READING BETWEEN THE LINES. Matt and Tom Gitlin think “raises questions” financial stories about presidential candidates (on the left!) are bogus. I have a diferent view. I think people still learn something valuable from these sorts of stories; that very often it’s not all what the reporter intended to tell them; and that they have much less impact on public thinking than reporters or political opponents might wish (cough, Harken Energy, cough). I says this both as someone who has written such stories in the past, and as someone who for mcuh of the Clinton administration was a low-information college student who thought Whitewater had something to do with rafting (I was busy, so sue me).

For example, the stories about Barack Obama‘s real estate and financial dealings have taught me that he’s someone who gave a up the shot at making a lot of money in order to pursue a career in academia and government, and who, until he was in his early 40s, still had outstanding student loan debt. I find this last fact incredibly endearing.
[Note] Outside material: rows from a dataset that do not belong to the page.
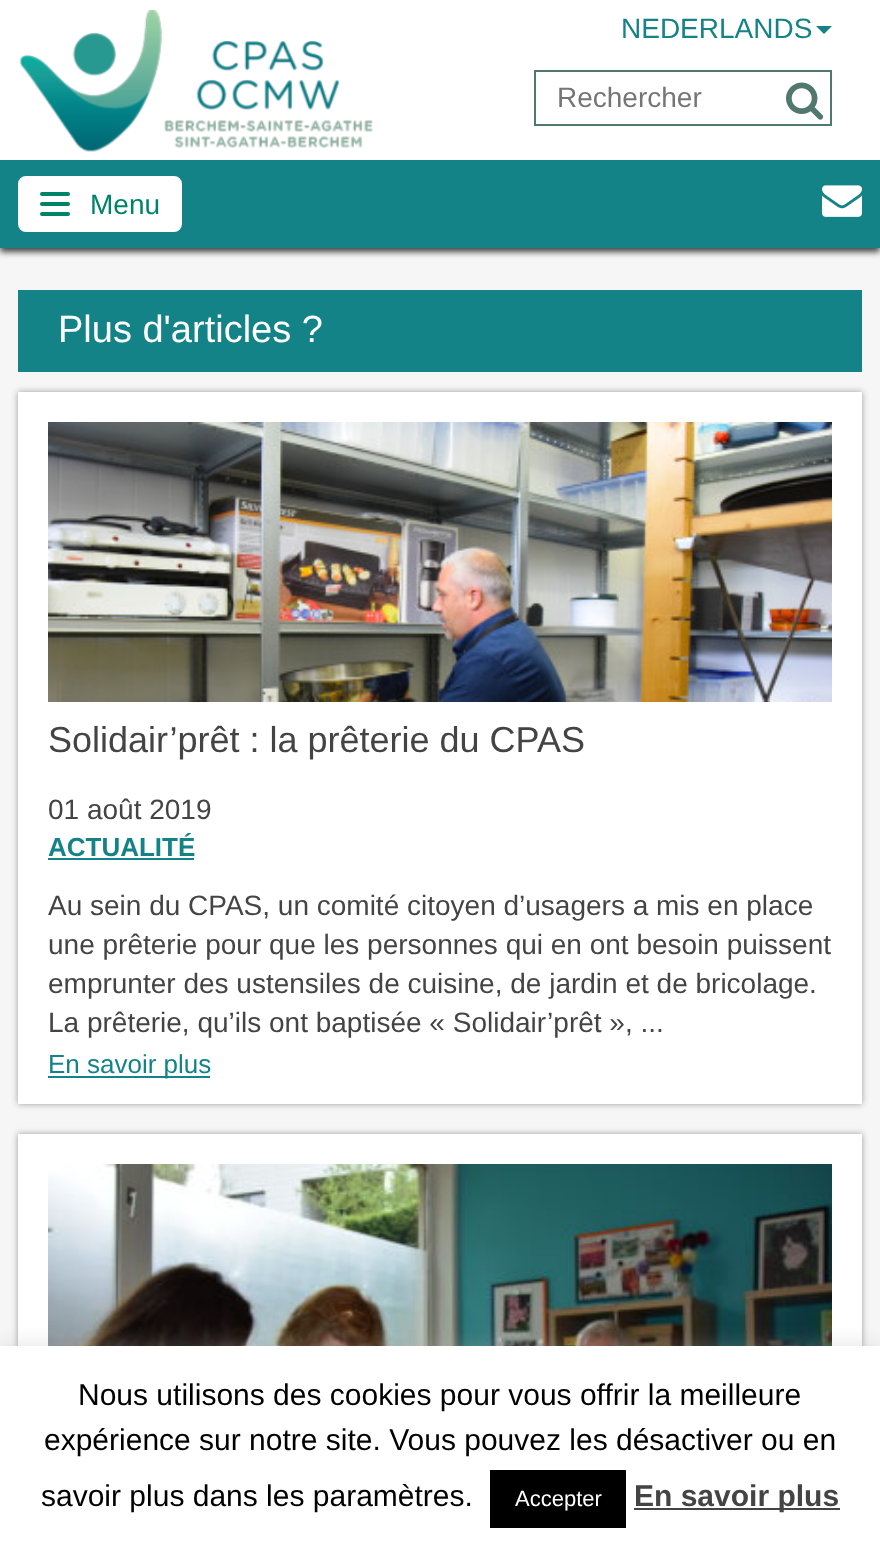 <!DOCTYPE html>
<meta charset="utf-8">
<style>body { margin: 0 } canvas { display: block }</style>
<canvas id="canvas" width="880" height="1551"></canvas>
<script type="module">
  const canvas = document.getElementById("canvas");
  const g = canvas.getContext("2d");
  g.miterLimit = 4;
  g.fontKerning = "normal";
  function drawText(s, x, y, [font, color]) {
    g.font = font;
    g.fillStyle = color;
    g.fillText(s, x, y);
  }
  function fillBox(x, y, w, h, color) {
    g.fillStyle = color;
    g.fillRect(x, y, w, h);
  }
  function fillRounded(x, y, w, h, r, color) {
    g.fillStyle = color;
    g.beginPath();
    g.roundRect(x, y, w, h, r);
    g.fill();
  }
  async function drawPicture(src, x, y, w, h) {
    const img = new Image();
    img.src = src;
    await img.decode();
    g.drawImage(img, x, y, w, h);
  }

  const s1 = ["28px Liberation Sans", "#138387"];
  const s2 = ["28px Liberation Sans", "#757575"];
  const s3 = ["28px Liberation Sans", "#008368"];
  const s4 = ["38px Liberation Sans", "#FFFFFF"];
  const s5 = ["36px Liberation Sans", "#444444"];
  const s6 = ["28px Liberation Sans", "#444444"];
  const s7 = ["bold 26px Liberation Sans", "#138387"];
  const s8 = ["26px Liberation Sans", "#138387"];
  const s9 = ["30px Liberation Sans", "#000000"];
  const s10 = ["22px Liberation Sans", "#FFFFFF"];
  const s11 = ["bold 30px Liberation Sans", "#444444"];

  fillBox(0, 0, 880, 1551, "#F6F6F6");
  g.fillStyle = "#444444";
  g.filter = "blur(3px)";
  g.beginPath();
  g.rect(0, 4, 880, 248);
  g.fill();
  g.filter = "none";
  fillBox(0, 0, 880, 160, "#FFFFFF");
  await drawPicture("pic1.png", 19, 10, 354, 142);
  drawText("NEDERLANDS", 621, 38, s1);
  g.beginPath();
  g.moveTo(816, 26);
  g.lineTo(832, 26);
  g.lineTo(824, 34);
  g.closePath();
  g.fill();
  g.strokeStyle = "#50786F";
  g.lineWidth = 2;
  g.strokeRect(535, 71, 296, 54);
  drawText("Rechercher", 557, 107, s2);
  await drawPicture("pic2.png", 786, 82, 38, 38);
  fillBox(0, 160, 880, 88, "#138387");
  g.fillStyle = "#FFFFFF";
  g.beginPath();
  g.roundRect(19, 177, 162, 54, 7);
  g.fill();
  g.strokeStyle = "#FFFFFF";
  g.stroke();
  fillRounded(40, 192, 30, 4, 2, "#008368");
  fillRounded(40, 202, 30, 4, 2, "#008368");
  fillRounded(40, 212, 30, 4, 2, "#008368");
  drawText("Menu", 90, 214, s3);
  await drawPicture("pic3.png", 822, 185, 40, 32);
  fillBox(18, 290, 844, 82, "#138387");
  drawText("Plus d'articles ?", 58, 342, s4);
  g.fillStyle = "#999999";
  g.filter = "blur(3px)";
  g.beginPath();
  g.rect(18, 392, 844, 712);
  g.fill();
  g.filter = "none";
  fillBox(18, 392, 844, 712, "#FFFFFF");
  await drawPicture("pic4.png", 48, 422, 784, 280);
  drawText("Solidair’prêt : la prêterie du CPAS", 48, 752, s5);
  drawText("01 août 2019", 48, 819, s6);
  drawText("ACTUALITÉ", 48, 856, s7);
  fillBox(48, 858, 146, 2, "#138387");
  drawText("Au sein du CPAS, un comité citoyen d’usagers a mis en place", 48, 915, s6);
  drawText("une prêterie pour que les personnes qui en ont besoin puissent", 48, 954, s6);
  drawText("emprunter des ustensiles de cuisine, de jardin et de bricolage.", 48, 993, s6);
  drawText("La prêterie, qu’ils ont baptisée « Solidair’prêt », ...", 48, 1032, s6);
  fillBox(48, 1076, 162, 2, "#138387");
  drawText("En savoir plus", 48, 1073, s8);
  g.fillStyle = "#999999";
  g.filter = "blur(3px)";
  g.beginPath();
  g.rect(18, 1134, 844, 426);
  g.fill();
  g.filter = "none";
  fillBox(18, 1134, 844, 212, "#FFFFFF");
  await drawPicture("pic5.png", 48, 1164, 784, 182);
  g.fillStyle = "rgba(172, 171, 171, 0.3)";
  g.filter = "blur(10px)";
  g.beginPath();
  g.rect(0, 1344, 880, 206);
  g.fill();
  g.filter = "none";
  fillBox(0, 1346, 880, 205, "#FFFFFF");
  drawText("Nous utilisons des cookies pour vous offrir la meilleure", 78, 1405, s9);
  drawText("expérience sur notre site. Vous pouvez les désactiver ou en", 44, 1450, s9);
  drawText("savoir plus dans les paramètres.", 41, 1506, s9);
  fillBox(490, 1470, 136, 58, "#000000");
  drawText("Accepter", 515, 1506, s10);
  fillBox(634, 1508, 206, 2, "#444444");
  drawText("En savoir plus", 634, 1506, s11);
</script>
After he finally made some money just two years ago, Obama, like many new investors, turned to friends for help in figuring out what to do with it, and wasn’t as good about managing it as, say, someone who comes from money, or has long planned to run for national office. He also got a lot of parking tickets while at Harvard Law School, The Boston Globe reports today, and didn’t get around to paying some of them off until quite recently. These data points are not going to do very much damage to Obama’s reputation, but they do add to the portrait of him as a relatively normal person who has only recently joined the big leagues and started prepping for high-level scrutiny. The financial stories say very little about his ethics, but they add to the narrative of his life in an interesting way.

I have similar views on the stories about John Edwards‘s real estate transactions and new house, which have also been roundly denounced on the blogs. Real estate stories about public figures are inherently interesting, and Edwards is a self-made man whose American dream life story is a large part of his personal narrative. It is, therefore, interesting to know about his real estate transactions and new compound. The fact that Edwards has chosen to live in a very, very large house says nothing about his ethics, but it does helps fill in the picture of who he is today (as does the knowledge of how much he sold his last house for). It’s no more of an attack to point out that he’s rich and interested in poverty issues than to point out the same about Bill Gates or Angelina Jolie.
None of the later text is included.